In the same way, Abraham Lincoln recognized that Providence had remained with the nation, even in the midst of a war-torn country. He recognized that more could be gained not from fear, blame or guilt, but from gratitude. Both the people of the Union and of the Confederacy, Lincoln called on as one people, Americans. And he called on them to focus on the nation’s steadily increasing prosperity, security, and freedom. And to that end, he wrote, “No human counsel hath devised nor hath any mortal hand worked out these great things. They are the gracious gifts of the Most High God…It has seemed to me fit and proper that they should be solemnly, reverently and gratefully acknowledged as with one heart and one voice by the whole American People.” He goes on, “I do therefore invite my fellow citizens in every part of the United States…to set apart and observe the last Thursday of November next, as a day of Thanksgiving and Praise to our beneficent Father who dwelleth in the Heavens…[And I call on them to] fervently implore the interposition of the Almighty Hand to heal the wounds of the nation and to restore it as soon as may be consistent with the Divine purposes to the full enjoyment of peace, harmony, tranquility and Union.”

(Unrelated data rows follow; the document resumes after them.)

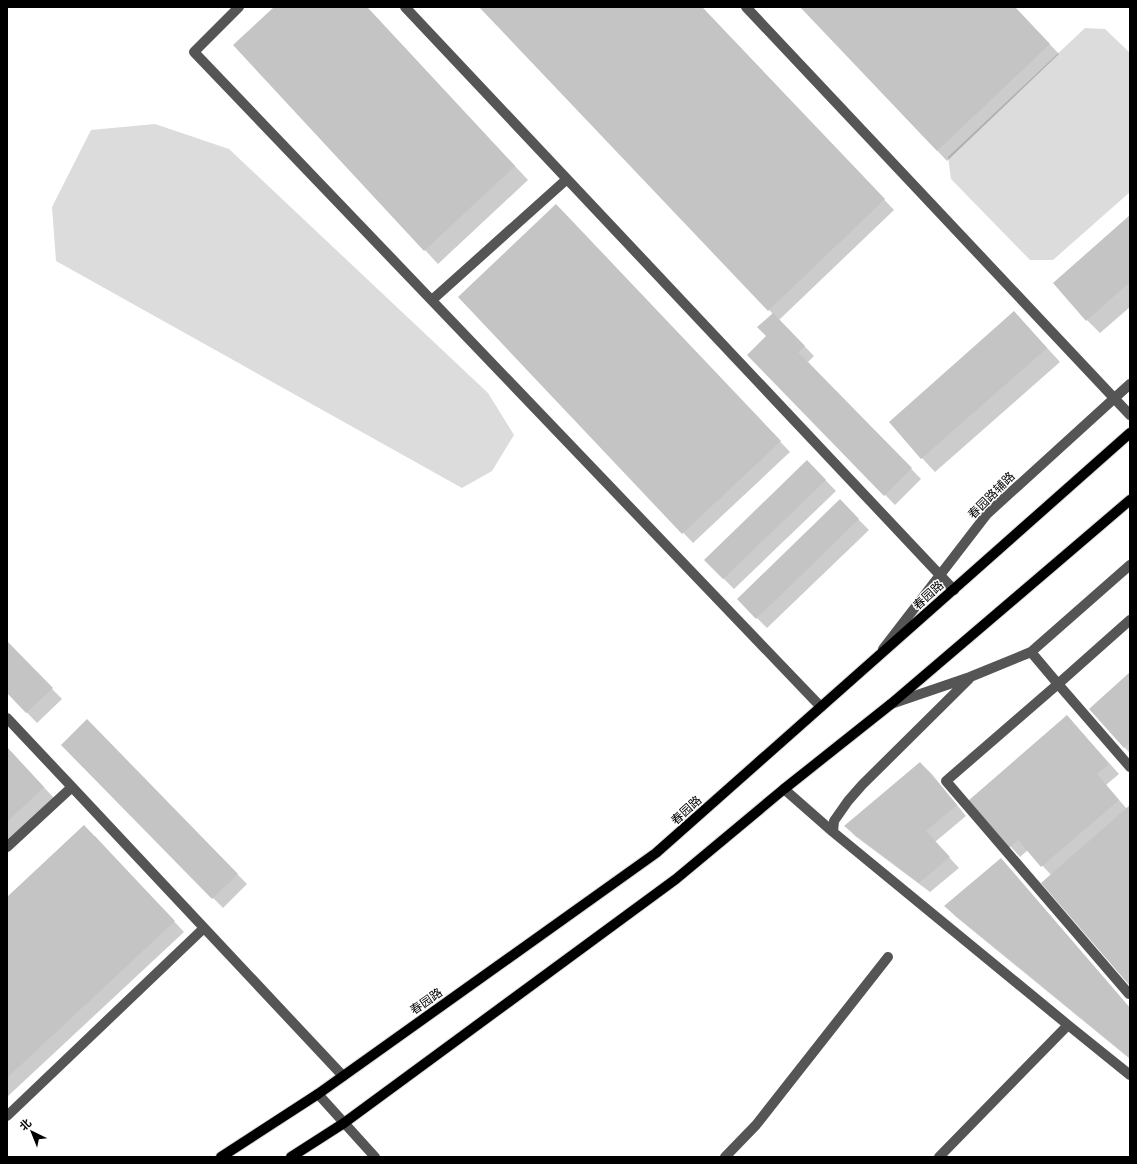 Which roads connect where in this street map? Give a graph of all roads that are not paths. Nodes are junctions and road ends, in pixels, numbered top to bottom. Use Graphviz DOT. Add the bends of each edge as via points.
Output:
graph roads {
  1 [pos="239,7"];
  2 [pos="405,7"];
  3 [pos="746,7"];
  4 [pos="567,179"];
  5 [pos="432,300"];
  6 [pos="1130,384"];
  7 [pos="1114,398"];
  8 [pos="1130,415"];
  9 [pos="1130,433"];
  10 [pos="1130,500"];
  11 [pos="1130,565"];
  12 [pos="940,574"];
  13 [pos="954,590"];
  14 [pos="1130,620"];
  15 [pos="1031,652"];
  16 [pos="874,660"];
  17 [pos="970,677"];
  18 [pos="1058,684"];
  19 [pos="891,704"];
  20 [pos="821,707"];
  21 [pos="7,718"];
  22 [pos="1130,767"];
  23 [pos="72,787"];
  24 [pos="784,789"];
  25 [pos="833,832"];
  26 [pos="7,847"];
  27 [pos="204,928"];
  28 [pos="888,957"];
  29 [pos="1129,994"];
  30 [pos="1068,1025"];
  31 [pos="1130,1075"];
  32 [pos="343,1076"];
  33 [pos="318,1094"];
  34 [pos="7,1116"];
  35 [pos="344,1123"];
  36 [pos="221,1157"];
  37 [pos="291,1157"];
  38 [pos="375,1157"];
  39 [pos="725,1157"];
  40 [pos="939,1157"];
  1 -- 5 [label="street" via="194,52"];
  2 -- 4 [label="street"];
  3 -- 7 [label="street"];
  4 -- 5 [label="street"];
  4 -- 12 [label="street"];
  5 -- 20 [label="street"];
  6 -- 7 [label="street, 春园路辅路"];
  7 -- 8 [label="street"];
  7 -- 12 [label="street, 春园路辅路" via="987,514"];
  9 -- 13 [label="main road, 春园路"];
  10 -- 19 [label="main road"];
  11 -- 15 [label="street"];
  12 -- 13 [label="street"];
  12 -- 16 [label="street, 春园路辅路"];
  13 -- 16 [label="main road, 春园路"];
  14 -- 18 [label="street"];
  15 -- 17 [label="street"];
  15 -- 18 [label="street"];
  16 -- 20 [label="main road, 春园路"];
  17 -- 19 [label="street"];
  17 -- 25 [label="street" via="862,785 834,821"];
  18 -- 22 [label="street"];
  18 -- 29 [label="street" via="946,781"];
  19 -- 24 [label="main road"];
  20 -- 32 [label="main road, 春园路" via="656,853"];
  21 -- 23 [label="street"];
  23 -- 26 [label="street"];
  23 -- 27 [label="street"];
  24 -- 25 [label="street"];
  24 -- 35 [label="main road" via="676,879"];
  25 -- 30 [label="street"];
  27 -- 32 [label="street"];
  27 -- 34 [label="street"];
  28 -- 39 [label="street" via="756,1126"];
  30 -- 31 [label="street"];
  30 -- 40 [label="street"];
  32 -- 33 [label="main road, 春园路"];
  33 -- 35 [label="street"];
  33 -- 36 [label="main road, 春园路"];
  35 -- 37 [label="main road"];
  35 -- 38 [label="street"];
} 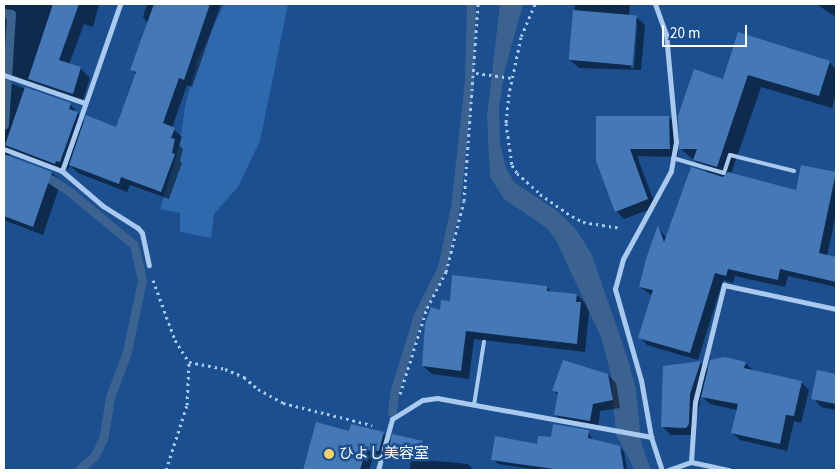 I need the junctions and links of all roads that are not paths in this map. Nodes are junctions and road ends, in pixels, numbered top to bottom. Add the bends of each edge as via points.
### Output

Our American nation was built on gratitude for the unmerited blessings bestowed upon us by our Creator. A refocusing on these great gifts and a humbling of ourselves together in harmony will invoke in us the same gratitude of our forefathers, the same gratitude that united people so different from one another and which extended for the first many years of our history. It is my belief that an unselfishly united gratitude and reverence for the Divine Hand as the reason for the prosperity of our nation is the only means by which this country will continue to flourish. It is therefore the responsibility of those who remain holding this reverence to find in themselves that same gratitude and pray ardently for the leaders and people of this great nation that they, too, discover this transcendent gratefulness. So, may God who commands these mysterious things to fall so meticulously and perfectly into place allow such fortune to continue so that we may persist in extending these blessings to the world.